◆ Input data
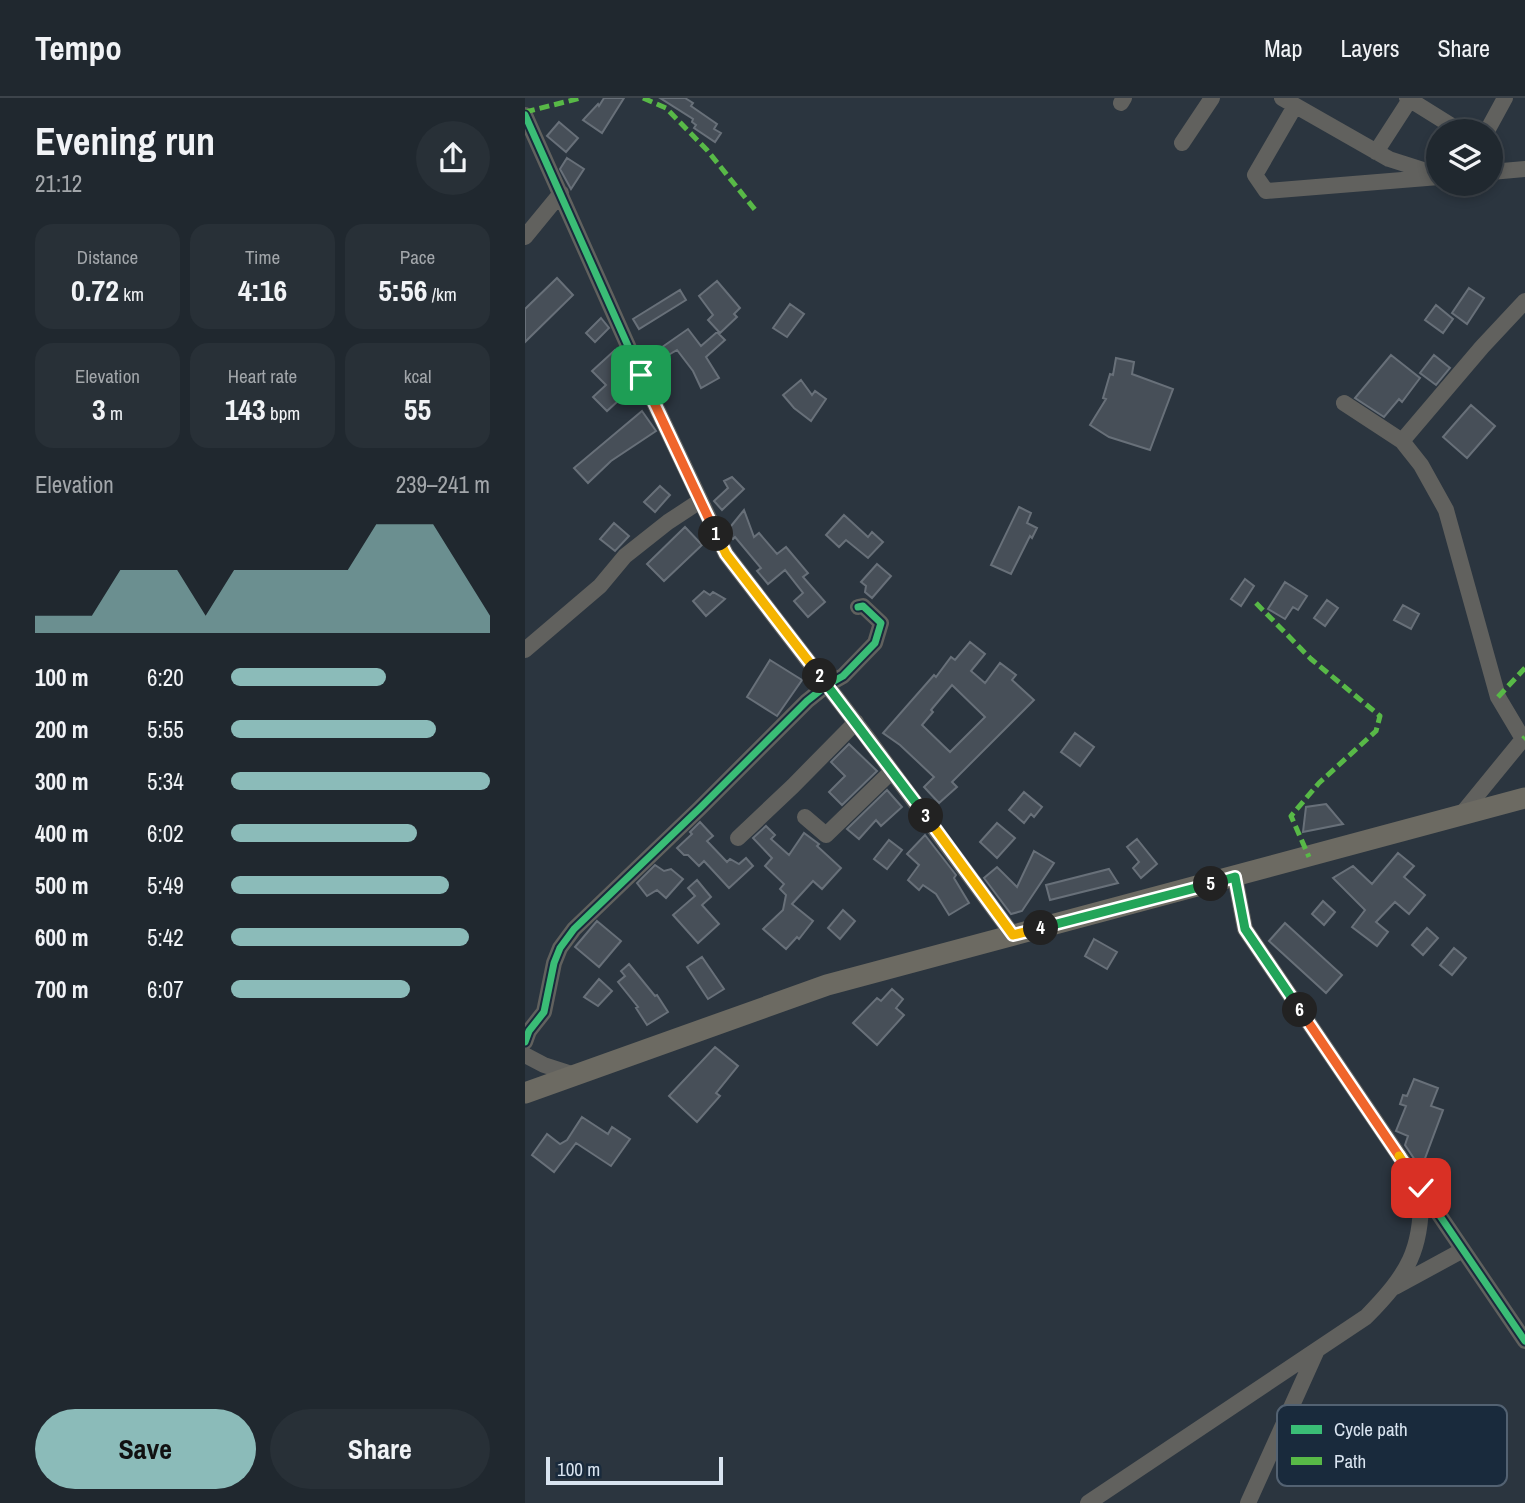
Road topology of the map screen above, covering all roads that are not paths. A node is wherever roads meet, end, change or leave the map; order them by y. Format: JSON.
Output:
{"nodes":[{"id":1,"x":1212,"y":98,"type":"edge"},
{"id":2,"x":1505,"y":98,"type":"edge"},
{"id":3,"x":1410,"y":99,"type":"edge"},
{"id":4,"x":1288,"y":102,"type":"edge"},
{"id":5,"x":525,"y":115,"type":"edge"},
{"id":6,"x":1441,"y":119,"type":"edge"},
{"id":7,"x":1493,"y":119,"type":"edge"},
{"id":8,"x":1182,"y":143,"type":"dead end"},
{"id":9,"x":1376,"y":152,"type":"junction"},
{"id":10,"x":1525,"y":170,"type":"edge"},
{"id":11,"x":1426,"y":172,"type":"edge"},
{"id":12,"x":1503,"y":172,"type":"edge"},
{"id":13,"x":1426,"y":177,"type":"edge"},
{"id":14,"x":561,"y":193,"type":"junction"},
{"id":15,"x":525,"y":237,"type":"edge"},
{"id":16,"x":1525,"y":301,"type":"edge"},
{"id":17,"x":1344,"y":403,"type":"dead end"},
{"id":18,"x":1402,"y":441,"type":"junction"},
{"id":19,"x":700,"y":501,"type":"junction"},
{"id":20,"x":858,"y":607,"type":"dead end"},
{"id":21,"x":525,"y":650,"type":"edge"},
{"id":22,"x":827,"y":685,"type":"junction"},
{"id":23,"x":856,"y":722,"type":"junction"},
{"id":24,"x":892,"y":771,"type":"junction"},
{"id":25,"x":1525,"y":798,"type":"edge"},
{"id":26,"x":1460,"y":816,"type":"junction"},
{"id":27,"x":805,"y":817,"type":"dead end"},
{"id":28,"x":738,"y":838,"type":"dead end"},
{"id":29,"x":1235,"y":877,"type":"junction"},
{"id":30,"x":1013,"y":935,"type":"junction"},
{"id":31,"x":525,"y":1042,"type":"edge"},
{"id":32,"x":525,"y":1055,"type":"edge"},
{"id":33,"x":575,"y":1075,"type":"junction"},
{"id":34,"x":525,"y":1094,"type":"edge"},
{"id":35,"x":1421,"y":1188,"type":"junction"},
{"id":36,"x":1463,"y":1250,"type":"junction"},
{"id":37,"x":1395,"y":1287,"type":"junction"},
{"id":38,"x":1525,"y":1341,"type":"edge"},
{"id":39,"x":1317,"y":1350,"type":"junction"},
{"id":40,"x":1292,"y":1405,"type":"edge"},
{"id":41,"x":1277,"y":1439,"type":"edge"},
{"id":42,"x":1088,"y":1503,"type":"edge"},
{"id":43,"x":1248,"y":1503,"type":"edge"}],
"edges":[{"from":1,"to":8,"type":"street"},
{"from":2,"to":7,"type":"street"},
{"from":3,"to":6,"type":"street"},
{"from":3,"to":9,"type":"street"},
{"from":4,"to":9,"type":"street"},
{"from":4,"to":13,"type":"street"},
{"from":5,"to":14,"type":"street"},
{"from":9,"to":11,"type":"street"},
{"from":10,"to":12,"type":"street"},
{"from":14,"to":15,"type":"street"},
{"from":14,"to":19,"type":"street"},
{"from":16,"to":18,"type":"street"},
{"from":17,"to":18,"type":"street"},
{"from":18,"to":26,"type":"street"},
{"from":19,"to":21,"type":"street"},
{"from":19,"to":22,"type":"street"},
{"from":20,"to":22,"type":"street"},
{"from":22,"to":23,"type":"street"},
{"from":22,"to":31,"type":"street"},
{"from":23,"to":24,"type":"street"},
{"from":23,"to":28,"type":"street"},
{"from":24,"to":27,"type":"street"},
{"from":24,"to":30,"type":"street"},
{"from":25,"to":26,"type":"main road"},
{"from":26,"to":29,"type":"main road"},
{"from":29,"to":30,"type":"main road"},
{"from":29,"to":35,"type":"street"},
{"from":30,"to":33,"type":"main road"},
{"from":32,"to":33,"type":"street"},
{"from":33,"to":34,"type":"main road"},
{"from":35,"to":36,"type":"street"},
{"from":35,"to":37,"type":"street"},
{"from":36,"to":37,"type":"street"},
{"from":36,"to":38,"type":"street"},
{"from":37,"to":39,"type":"street"},
{"from":39,"to":40,"type":"street"},
{"from":39,"to":42,"type":"street"},
{"from":41,"to":43,"type":"street"}]}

◆ Problem description
Your answer should be every line above that contains the word "dead".

◆ Response for this exercise
{"id":8,"x":1182,"y":143,"type":"dead end"},
{"id":17,"x":1344,"y":403,"type":"dead end"},
{"id":20,"x":858,"y":607,"type":"dead end"},
{"id":27,"x":805,"y":817,"type":"dead end"},
{"id":28,"x":738,"y":838,"type":"dead end"},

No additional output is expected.